Plaintiff is the principal stockholder of Coenen & Co., Inc., a broker-dealer and investment banking firm. During the period from July 1968 to July 1969 he was a member of the board of directors of defendant Stirling Homex Corporation, and personally purchased 90,000 shares of its stock. The certificates contained the standard restrictive “investment” legend.
Sometime during the summer of 1970 the subject matter of this lawsuit came into being. The dispute revolves around the refusal of Stirling, with the claimed connivance of Pressprich, to permit the plaintiff to transfer his stock free of the restrictive legend. Subsequently the legend was removed, but only in connection with an alleged fraudulent scheme which forced the plaintiff on September 25, 1970 to sell the stock at what he claims was an unconscionably low price.
As far as can be ascertained from the papers, there was no indication until January 6, 1971 that plaintiff intended to assert a claim for damages. On that date the attorney for the plaintiff sent a letter to Pressprich. It contained a copy of the complaint which counsel had been instructed by plaintiff to file against the defendants and asked if there was any possibility of settling the matter.
On December 31, 1970 plaintiff had become an allied member of the New York Stock Exchange. Pressprich is a member of the Exchange.
Membership in the Exchange embraces a pledge to abide by its constitution. Article VIII, § 1, of that document provides in part:
“Any controversy between parties who are members, allied members, member firms or member corporations shall, at the instance of any such party, * * * be submitted for arbitration, in accordance with the provisions of the Constitution and the rules of the Board of Governors.”

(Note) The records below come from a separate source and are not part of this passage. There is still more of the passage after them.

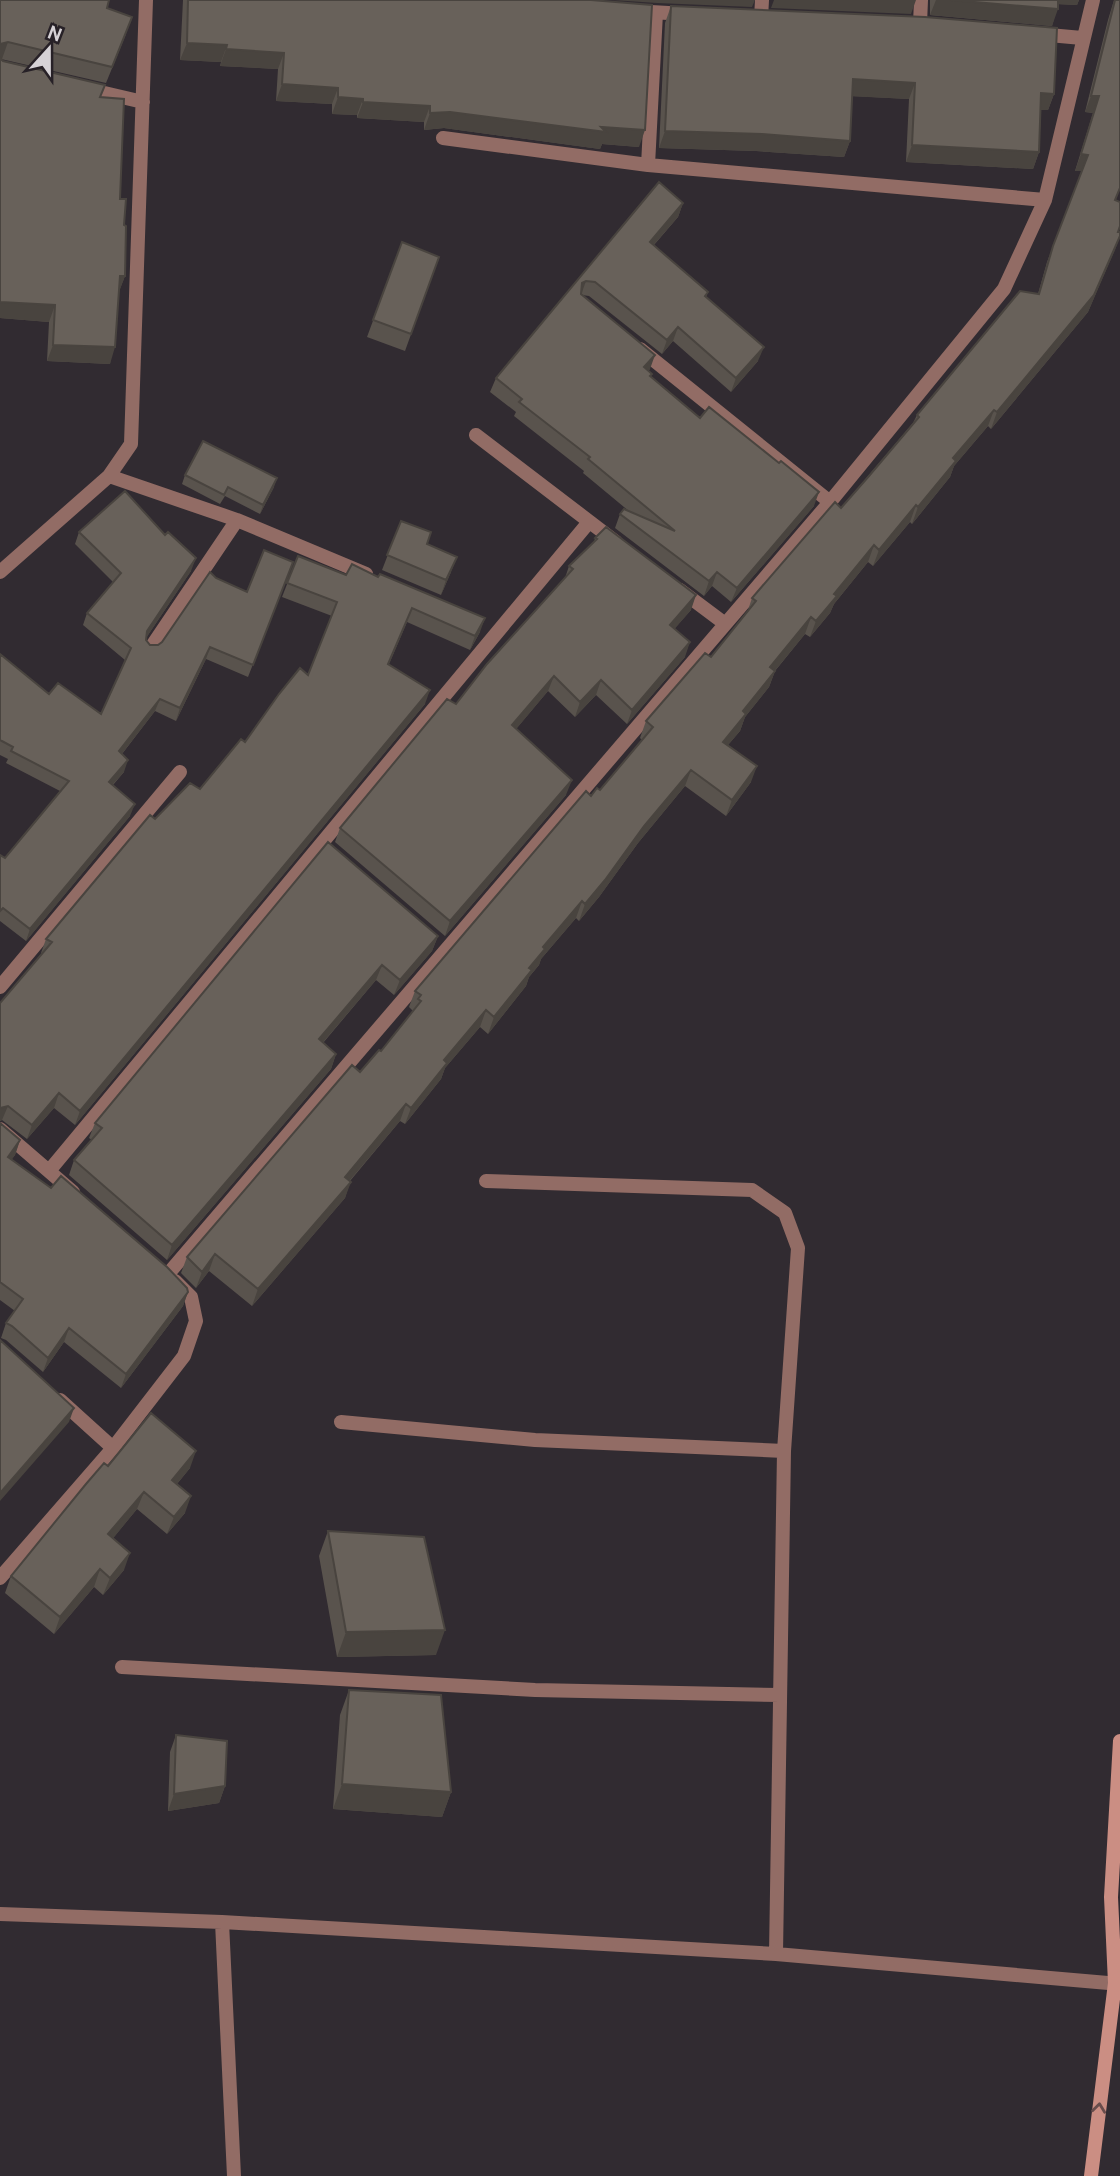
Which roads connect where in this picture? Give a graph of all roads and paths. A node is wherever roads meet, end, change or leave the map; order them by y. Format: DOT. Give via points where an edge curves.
graph roads {
  1 [pos="146,0"];
  2 [pos="762,0"];
  3 [pos="921,0"];
  4 [pos="1093,0"];
  5 [pos="614,9"];
  6 [pos="656,13"];
  7 [pos="695,15"];
  8 [pos="761,18"];
  9 [pos="920,24"];
  10 [pos="1028,33"];
  11 [pos="1082,38"];
  12 [pos="65,84"];
  13 [pos="142,103"];
  14 [pos="443,138"];
  15 [pos="648,164"];
  16 [pos="1045,200"];
  17 [pos="626,338"];
  18 [pos="476,435"];
  19 [pos="108,476"];
  20 [pos="830,502"];
  21 [pos="237,520"];
  22 [pos="589,522"];
  23 [pos="630,553"];
  24 [pos="0,572"];
  25 [pos="376,578"];
  26 [pos="672,584"];
  27 [pos="724,623"];
  28 [pos="150,649"];
  29 [pos="180,772"];
  30 [pos="0,987"];
  31 [pos="0,1129"];
  32 [pos="49,1171"];
  33 [pos="486,1181"];
  34 [pos="89,1205"];
  35 [pos="52,1393"];
  36 [pos="341,1422"];
  37 [pos="113,1448"];
  38 [pos="784,1451"];
  39 [pos="0,1578"];
  40 [pos="122,1667"];
  41 [pos="780,1695"];
  42 [pos="1120,1741"];
  43 [pos="0,1914"];
  44 [pos="222,1922"];
  45 [pos="776,1954"];
  46 [pos="1117,1983"];
  47 [pos="234,2176"];
  48 [pos="1091,2176"];
  1 -- 13 [label="street"];
  2 -- 8 [label="street"];
  3 -- 9 [label="street"];
  4 -- 11 [label="street"];
  5 -- 6 [label="street"];
  6 -- 7 [label="street"];
  6 -- 15 [label="street"];
  10 -- 11 [label="street"];
  11 -- 16 [label="street"];
  12 -- 13 [label="street"];
  13 -- 19 [label="street" via="131,444"];
  14 -- 15 [label="street"];
  15 -- 16 [label="street"];
  16 -- 20 [label="street" via="1004,289"];
  17 -- 20 [label="street"];
  18 -- 22 [label="street"];
  19 -- 21 [label="street"];
  19 -- 24 [label="street"];
  20 -- 27 [label="street"];
  21 -- 25 [label="street"];
  21 -- 28 [label="street"];
  22 -- 23 [label="street"];
  22 -- 32 [label="street" via="491,626 326,848"];
  26 -- 27 [label="street"];
  27 -- 37 [label="street" via="440,945 163,1270 191,1297 197,1321 184,1356"];
  29 -- 30 [label="street"];
  31 -- 32 [label="street"];
  32 -- 34 [label="street"];
  33 -- 38 [label="street" via="752,1190 785,1213 798,1248"];
  35 -- 37 [label="street"];
  36 -- 38 [label="street" via="534,1440"];
  37 -- 39 [label="street"];
  38 -- 41 [label="street"];
  40 -- 41 [label="street" via="534,1690"];
  41 -- 45 [label="street"];
  42 -- 46 [label="street" via="1111,1896"];
  43 -- 44 [label="street"];
  44 -- 45 [label="street"];
  44 -- 47 [label="street"];
  45 -- 46 [label="street"];
  48 -- 46 [label="street, one-way"];
}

It has been held that a claim by one member that he has been libeled by another is an arbitrable “controversy” under this provision. Osborne & Thurlow v. Hirsch & Co., 10 Misc.2d 225, 172 N.Y.S.2d 522 (1958). In that case the claimed libel occurred while plaintiff was a member of the Exchange, but the action was instituted after he resigned from the organization.
The issue here is whether the contractual agreement, evidenced by membership in the Exchange (Garfield & Co. v. Wiest, 432 F.2d 849 (2d Cir.
It appears to me that a person aware of possible claims against another is bound by any subsequent agreement to arbitrate disputes between them which is knowingly entered into. It is obvious from the papers that plaintiff is a sophisticated person and clearly understood his responsibilities when he applied for membership. Furthermore, his claim grows out of a series of circumstances in which he was personally involved. I do not have to reach the question of what the law would be if the complaint had been filed before plaintiff became an allied member of the Exchange.
Consequently, it is clear that the first cause of action either at common law or under the Uniform Commercial Code presents arbitrable issues under the constitution of the Exchange.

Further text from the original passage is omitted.